• _WHAT THIS TASK INVOLVES_
Among the lines below, keep only those from the one containing "co fn moveto" through the one containing "0 398 translate 1 -1 scale", and reproduce them exactly.

☆ ☆ ☆ ☆

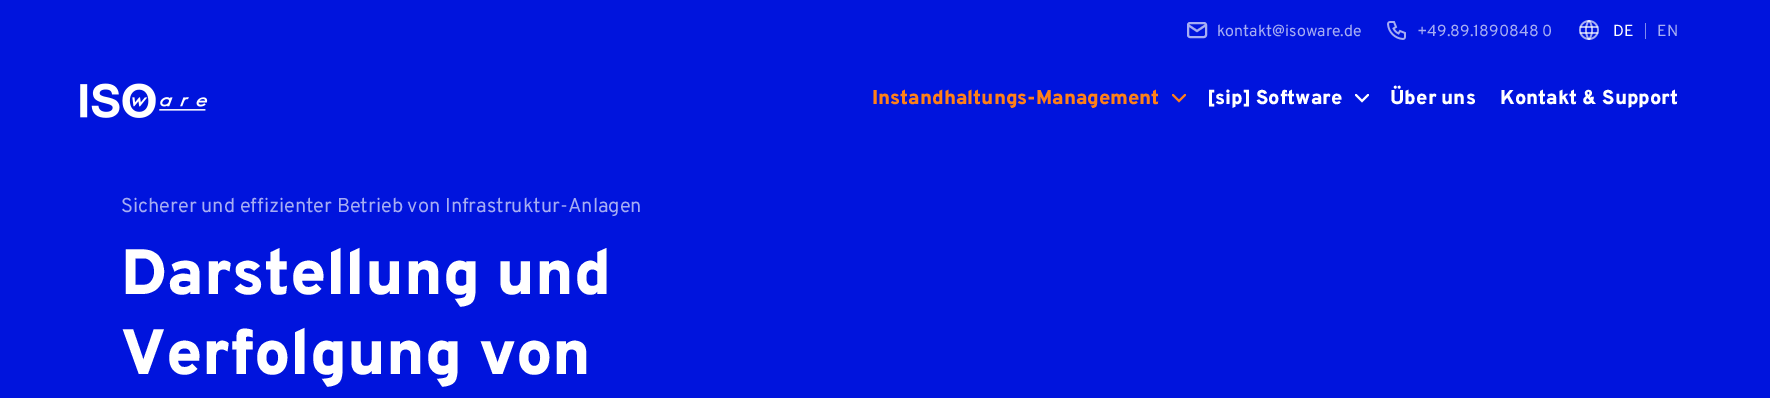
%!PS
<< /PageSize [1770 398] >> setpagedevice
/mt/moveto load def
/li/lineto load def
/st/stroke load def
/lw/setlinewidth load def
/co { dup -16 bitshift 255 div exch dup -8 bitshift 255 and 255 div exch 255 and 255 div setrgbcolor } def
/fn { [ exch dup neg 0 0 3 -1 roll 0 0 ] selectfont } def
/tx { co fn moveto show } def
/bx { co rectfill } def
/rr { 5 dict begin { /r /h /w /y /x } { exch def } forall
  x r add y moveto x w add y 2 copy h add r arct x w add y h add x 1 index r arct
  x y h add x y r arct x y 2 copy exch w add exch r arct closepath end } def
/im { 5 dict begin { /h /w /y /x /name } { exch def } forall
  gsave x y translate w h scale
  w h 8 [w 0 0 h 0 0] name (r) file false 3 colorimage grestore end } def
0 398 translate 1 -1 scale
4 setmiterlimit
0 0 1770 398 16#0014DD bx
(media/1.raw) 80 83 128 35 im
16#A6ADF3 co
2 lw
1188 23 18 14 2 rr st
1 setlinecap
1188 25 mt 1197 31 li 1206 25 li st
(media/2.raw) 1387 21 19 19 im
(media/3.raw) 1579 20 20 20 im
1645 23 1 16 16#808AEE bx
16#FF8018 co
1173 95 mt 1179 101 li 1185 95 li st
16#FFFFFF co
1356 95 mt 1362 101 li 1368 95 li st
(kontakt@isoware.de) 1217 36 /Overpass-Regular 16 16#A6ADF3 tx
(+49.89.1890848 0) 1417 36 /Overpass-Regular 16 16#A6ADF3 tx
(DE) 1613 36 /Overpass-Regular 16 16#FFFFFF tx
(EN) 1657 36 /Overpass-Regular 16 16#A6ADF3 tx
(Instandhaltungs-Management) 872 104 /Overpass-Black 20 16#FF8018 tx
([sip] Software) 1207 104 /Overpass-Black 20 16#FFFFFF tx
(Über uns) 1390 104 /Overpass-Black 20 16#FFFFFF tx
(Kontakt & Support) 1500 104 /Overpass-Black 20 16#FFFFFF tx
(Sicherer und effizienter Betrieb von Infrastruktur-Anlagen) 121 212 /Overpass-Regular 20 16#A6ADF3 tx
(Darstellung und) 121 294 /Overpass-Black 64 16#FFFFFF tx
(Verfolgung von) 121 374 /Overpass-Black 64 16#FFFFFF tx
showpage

☆ ☆ ☆ ☆

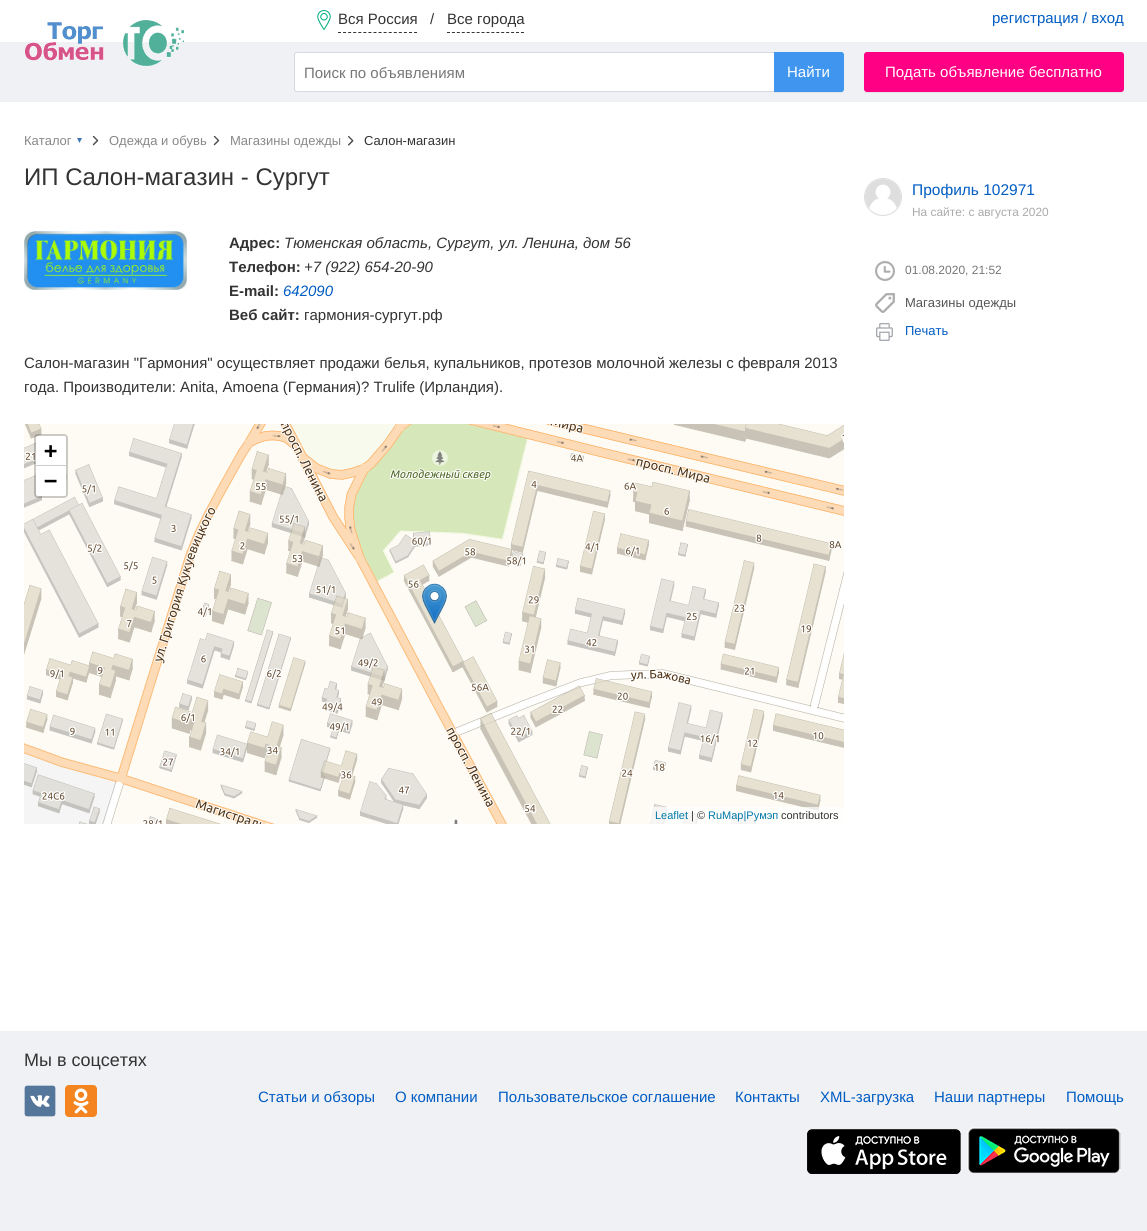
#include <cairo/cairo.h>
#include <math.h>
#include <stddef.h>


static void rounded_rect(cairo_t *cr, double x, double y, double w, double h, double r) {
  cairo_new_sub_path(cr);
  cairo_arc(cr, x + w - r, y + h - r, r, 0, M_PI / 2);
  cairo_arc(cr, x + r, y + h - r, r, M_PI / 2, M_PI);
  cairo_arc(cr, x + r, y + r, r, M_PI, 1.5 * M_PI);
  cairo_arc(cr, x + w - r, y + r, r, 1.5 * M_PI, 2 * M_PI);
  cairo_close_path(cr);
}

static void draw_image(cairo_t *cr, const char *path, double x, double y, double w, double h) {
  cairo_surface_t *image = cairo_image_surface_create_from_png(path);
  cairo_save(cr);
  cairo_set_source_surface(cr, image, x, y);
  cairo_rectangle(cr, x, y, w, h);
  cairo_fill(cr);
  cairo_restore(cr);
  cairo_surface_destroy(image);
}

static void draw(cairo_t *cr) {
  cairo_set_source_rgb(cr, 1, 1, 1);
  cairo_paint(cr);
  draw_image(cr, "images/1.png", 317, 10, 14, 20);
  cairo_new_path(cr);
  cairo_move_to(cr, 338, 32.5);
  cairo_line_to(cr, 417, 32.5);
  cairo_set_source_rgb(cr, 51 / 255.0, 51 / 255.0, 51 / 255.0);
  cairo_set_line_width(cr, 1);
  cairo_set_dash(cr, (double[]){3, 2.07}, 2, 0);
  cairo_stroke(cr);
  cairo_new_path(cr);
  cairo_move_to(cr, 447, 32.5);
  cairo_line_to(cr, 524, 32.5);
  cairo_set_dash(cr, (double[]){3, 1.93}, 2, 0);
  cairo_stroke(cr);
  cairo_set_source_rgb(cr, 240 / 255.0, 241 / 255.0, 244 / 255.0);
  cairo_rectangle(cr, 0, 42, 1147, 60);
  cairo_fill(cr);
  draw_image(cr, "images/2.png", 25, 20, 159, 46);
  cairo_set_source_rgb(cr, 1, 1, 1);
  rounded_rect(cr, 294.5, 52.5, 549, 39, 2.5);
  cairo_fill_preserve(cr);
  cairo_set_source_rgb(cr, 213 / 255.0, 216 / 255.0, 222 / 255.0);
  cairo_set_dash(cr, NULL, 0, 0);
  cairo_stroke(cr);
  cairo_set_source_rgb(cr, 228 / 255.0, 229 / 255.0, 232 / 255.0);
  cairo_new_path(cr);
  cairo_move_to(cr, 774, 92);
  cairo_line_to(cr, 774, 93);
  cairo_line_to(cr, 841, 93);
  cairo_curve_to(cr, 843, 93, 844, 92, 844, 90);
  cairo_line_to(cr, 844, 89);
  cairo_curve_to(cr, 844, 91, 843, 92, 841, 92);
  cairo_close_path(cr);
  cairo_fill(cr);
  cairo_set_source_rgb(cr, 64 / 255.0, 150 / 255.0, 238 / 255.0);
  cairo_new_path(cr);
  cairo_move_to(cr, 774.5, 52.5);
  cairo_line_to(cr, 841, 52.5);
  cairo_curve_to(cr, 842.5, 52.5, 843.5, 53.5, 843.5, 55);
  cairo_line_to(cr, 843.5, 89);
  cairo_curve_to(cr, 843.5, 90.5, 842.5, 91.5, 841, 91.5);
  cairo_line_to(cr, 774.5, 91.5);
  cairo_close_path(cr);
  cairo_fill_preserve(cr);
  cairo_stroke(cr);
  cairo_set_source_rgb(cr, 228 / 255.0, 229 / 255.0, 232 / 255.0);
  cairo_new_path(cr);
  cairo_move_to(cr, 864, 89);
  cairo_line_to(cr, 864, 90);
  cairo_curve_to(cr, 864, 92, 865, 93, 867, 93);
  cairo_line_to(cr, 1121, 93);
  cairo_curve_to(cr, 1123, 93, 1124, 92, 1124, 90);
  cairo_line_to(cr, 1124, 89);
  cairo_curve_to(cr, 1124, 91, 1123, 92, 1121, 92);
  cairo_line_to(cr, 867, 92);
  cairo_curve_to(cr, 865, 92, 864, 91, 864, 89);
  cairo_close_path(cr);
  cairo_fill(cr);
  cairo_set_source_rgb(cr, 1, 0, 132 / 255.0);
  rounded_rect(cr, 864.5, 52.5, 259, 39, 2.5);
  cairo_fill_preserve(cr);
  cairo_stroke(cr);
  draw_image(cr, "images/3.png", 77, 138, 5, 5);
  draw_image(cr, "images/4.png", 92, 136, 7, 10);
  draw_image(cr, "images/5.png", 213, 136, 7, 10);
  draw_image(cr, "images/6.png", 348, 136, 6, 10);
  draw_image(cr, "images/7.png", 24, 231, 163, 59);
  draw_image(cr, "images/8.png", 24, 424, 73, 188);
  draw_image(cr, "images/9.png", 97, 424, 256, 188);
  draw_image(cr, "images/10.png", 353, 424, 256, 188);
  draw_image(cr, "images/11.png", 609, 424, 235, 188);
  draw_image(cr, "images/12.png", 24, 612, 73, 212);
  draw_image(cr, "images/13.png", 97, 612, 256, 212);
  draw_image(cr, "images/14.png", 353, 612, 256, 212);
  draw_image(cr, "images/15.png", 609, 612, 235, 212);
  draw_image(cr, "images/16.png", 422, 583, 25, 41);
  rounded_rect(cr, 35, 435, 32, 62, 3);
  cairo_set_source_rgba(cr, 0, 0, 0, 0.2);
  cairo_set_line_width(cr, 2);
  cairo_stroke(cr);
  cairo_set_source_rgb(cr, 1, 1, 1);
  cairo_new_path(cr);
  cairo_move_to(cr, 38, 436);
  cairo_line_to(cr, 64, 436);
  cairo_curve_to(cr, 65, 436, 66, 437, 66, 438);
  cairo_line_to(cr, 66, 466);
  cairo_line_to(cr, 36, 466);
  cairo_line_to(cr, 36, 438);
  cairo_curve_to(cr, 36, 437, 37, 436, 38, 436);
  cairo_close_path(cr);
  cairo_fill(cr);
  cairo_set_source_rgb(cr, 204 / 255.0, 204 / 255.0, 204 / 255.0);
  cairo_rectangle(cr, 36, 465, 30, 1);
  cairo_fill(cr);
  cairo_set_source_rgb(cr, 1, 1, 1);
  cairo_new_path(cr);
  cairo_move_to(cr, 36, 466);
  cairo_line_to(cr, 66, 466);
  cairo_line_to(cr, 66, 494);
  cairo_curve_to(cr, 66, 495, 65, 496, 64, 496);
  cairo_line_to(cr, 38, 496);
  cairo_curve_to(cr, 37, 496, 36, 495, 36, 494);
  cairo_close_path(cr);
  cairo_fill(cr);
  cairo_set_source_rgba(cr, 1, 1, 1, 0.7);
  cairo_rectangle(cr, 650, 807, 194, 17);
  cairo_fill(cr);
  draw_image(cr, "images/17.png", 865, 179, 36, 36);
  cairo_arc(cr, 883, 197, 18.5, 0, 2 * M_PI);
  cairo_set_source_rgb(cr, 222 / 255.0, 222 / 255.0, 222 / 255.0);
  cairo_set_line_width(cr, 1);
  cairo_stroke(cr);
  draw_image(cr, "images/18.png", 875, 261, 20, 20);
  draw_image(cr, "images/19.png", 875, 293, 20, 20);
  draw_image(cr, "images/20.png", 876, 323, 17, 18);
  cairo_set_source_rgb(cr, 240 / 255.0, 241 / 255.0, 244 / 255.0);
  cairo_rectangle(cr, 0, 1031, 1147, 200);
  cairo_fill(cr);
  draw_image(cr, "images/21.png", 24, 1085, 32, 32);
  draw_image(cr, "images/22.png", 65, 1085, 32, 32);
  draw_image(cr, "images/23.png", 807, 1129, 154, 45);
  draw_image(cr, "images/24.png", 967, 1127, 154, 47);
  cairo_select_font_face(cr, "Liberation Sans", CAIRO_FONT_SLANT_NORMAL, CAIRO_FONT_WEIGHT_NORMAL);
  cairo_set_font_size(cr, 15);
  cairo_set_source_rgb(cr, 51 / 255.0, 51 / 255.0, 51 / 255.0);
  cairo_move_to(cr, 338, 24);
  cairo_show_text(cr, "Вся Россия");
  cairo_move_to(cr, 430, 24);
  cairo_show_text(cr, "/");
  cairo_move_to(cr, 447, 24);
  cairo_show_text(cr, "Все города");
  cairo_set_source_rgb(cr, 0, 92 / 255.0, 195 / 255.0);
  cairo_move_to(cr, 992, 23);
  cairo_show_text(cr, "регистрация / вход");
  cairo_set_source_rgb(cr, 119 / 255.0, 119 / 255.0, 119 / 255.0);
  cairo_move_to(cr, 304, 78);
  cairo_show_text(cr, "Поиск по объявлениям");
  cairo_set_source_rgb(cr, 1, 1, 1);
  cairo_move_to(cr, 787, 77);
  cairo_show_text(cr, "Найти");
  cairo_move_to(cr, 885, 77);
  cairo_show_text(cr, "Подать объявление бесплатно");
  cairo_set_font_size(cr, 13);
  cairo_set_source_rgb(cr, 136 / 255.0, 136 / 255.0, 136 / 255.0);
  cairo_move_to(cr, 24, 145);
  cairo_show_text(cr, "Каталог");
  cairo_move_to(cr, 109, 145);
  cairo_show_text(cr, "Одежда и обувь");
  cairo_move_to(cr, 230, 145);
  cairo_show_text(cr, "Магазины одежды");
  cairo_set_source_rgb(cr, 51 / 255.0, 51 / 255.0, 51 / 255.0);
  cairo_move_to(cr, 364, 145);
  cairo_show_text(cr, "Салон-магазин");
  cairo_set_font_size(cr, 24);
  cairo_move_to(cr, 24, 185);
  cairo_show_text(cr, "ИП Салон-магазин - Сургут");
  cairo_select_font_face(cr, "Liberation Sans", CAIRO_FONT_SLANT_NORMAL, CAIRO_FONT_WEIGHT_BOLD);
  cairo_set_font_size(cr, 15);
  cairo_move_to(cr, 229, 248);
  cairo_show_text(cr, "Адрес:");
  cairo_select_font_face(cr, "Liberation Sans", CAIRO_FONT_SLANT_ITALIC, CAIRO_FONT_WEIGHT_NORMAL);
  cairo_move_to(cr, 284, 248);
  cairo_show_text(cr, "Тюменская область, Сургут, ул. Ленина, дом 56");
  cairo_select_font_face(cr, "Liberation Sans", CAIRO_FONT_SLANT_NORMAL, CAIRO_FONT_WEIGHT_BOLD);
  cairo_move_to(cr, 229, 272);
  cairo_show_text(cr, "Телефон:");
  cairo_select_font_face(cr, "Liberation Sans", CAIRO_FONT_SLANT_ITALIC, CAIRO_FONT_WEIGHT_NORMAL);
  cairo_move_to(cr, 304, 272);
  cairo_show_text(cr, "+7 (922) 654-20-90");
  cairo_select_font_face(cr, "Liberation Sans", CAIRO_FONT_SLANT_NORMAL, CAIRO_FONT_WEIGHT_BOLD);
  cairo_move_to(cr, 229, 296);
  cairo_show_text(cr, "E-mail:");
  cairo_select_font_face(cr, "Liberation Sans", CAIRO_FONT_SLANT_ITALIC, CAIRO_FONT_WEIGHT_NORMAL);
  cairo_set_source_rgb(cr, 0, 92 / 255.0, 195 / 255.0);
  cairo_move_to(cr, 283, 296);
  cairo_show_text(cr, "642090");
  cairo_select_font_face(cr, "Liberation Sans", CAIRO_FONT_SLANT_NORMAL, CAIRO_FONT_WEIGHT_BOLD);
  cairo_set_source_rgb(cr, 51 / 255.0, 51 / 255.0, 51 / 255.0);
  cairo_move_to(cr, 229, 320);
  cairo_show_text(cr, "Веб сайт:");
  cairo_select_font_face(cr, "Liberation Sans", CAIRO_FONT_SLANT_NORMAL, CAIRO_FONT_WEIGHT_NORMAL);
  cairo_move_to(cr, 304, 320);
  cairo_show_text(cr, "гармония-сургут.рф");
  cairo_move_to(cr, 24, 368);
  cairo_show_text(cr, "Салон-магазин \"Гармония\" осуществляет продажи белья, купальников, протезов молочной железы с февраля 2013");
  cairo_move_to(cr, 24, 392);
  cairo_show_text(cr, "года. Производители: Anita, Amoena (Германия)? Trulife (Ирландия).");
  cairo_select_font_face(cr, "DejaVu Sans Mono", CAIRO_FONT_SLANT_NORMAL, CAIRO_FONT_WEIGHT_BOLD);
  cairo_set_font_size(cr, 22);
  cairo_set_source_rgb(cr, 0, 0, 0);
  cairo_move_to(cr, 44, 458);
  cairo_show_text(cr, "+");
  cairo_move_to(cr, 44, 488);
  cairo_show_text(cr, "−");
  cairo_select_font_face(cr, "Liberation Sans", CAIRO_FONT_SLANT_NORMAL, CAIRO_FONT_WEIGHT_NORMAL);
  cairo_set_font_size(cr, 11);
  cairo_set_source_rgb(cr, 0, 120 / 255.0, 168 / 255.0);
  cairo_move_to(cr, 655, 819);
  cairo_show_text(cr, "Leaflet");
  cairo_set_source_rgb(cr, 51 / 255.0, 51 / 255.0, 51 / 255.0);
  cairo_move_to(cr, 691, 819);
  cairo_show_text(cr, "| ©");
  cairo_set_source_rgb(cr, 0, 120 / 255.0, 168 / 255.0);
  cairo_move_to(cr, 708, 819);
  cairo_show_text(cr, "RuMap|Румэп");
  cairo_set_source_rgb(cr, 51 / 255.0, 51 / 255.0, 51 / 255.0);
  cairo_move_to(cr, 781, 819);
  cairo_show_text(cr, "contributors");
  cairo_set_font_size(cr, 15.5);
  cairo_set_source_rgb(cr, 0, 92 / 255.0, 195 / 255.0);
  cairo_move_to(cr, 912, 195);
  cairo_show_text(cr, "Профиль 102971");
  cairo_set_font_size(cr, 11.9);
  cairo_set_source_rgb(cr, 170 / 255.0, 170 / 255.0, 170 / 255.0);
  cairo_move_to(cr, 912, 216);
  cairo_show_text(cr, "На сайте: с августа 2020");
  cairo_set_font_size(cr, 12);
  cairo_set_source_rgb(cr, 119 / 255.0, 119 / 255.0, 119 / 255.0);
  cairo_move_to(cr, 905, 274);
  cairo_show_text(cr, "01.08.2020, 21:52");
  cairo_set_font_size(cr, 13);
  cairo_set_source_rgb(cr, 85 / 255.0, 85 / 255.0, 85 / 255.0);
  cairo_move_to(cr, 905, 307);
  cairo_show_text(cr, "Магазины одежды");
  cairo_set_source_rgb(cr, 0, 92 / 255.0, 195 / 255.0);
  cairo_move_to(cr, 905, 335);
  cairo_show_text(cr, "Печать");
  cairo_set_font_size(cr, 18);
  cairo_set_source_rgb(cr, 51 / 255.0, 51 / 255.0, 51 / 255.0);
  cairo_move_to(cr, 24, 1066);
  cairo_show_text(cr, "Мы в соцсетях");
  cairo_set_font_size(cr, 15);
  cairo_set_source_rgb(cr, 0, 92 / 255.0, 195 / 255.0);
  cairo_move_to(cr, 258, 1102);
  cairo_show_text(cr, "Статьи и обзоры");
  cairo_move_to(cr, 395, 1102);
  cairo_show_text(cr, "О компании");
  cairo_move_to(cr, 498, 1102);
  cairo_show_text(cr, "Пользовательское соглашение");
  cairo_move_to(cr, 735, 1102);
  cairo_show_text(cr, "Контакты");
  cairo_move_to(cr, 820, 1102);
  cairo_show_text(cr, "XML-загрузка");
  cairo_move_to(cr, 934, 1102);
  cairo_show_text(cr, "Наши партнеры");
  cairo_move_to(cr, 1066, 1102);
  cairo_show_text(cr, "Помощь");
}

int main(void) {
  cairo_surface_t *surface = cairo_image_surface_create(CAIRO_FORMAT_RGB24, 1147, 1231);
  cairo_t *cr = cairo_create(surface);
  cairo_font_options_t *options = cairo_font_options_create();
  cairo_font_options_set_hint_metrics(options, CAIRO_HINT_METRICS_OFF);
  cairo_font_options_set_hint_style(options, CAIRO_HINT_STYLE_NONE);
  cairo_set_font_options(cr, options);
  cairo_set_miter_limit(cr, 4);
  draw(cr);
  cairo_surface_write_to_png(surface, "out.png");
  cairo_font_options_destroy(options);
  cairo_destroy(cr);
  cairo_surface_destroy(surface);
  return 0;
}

☆ ☆ ☆ ☆

• _TASK OUTPUT_
/tx { co fn moveto show } def
/bx { co rectfill } def
/rr { 5 dict begin { /r /h /w /y /x } { exch def } forall
  x r add y moveto x w add y 2 copy h add r arct x w add y h add x 1 index r arct
  x y h add x y r arct x y 2 copy exch w add exch r arct closepath end } def
/im { 5 dict begin { /h /w /y /x /name } { exch def } forall
  gsave x y translate w h scale
  w h 8 [w 0 0 h 0 0] name (r) file false 3 colorimage grestore end } def
0 398 translate 1 -1 scale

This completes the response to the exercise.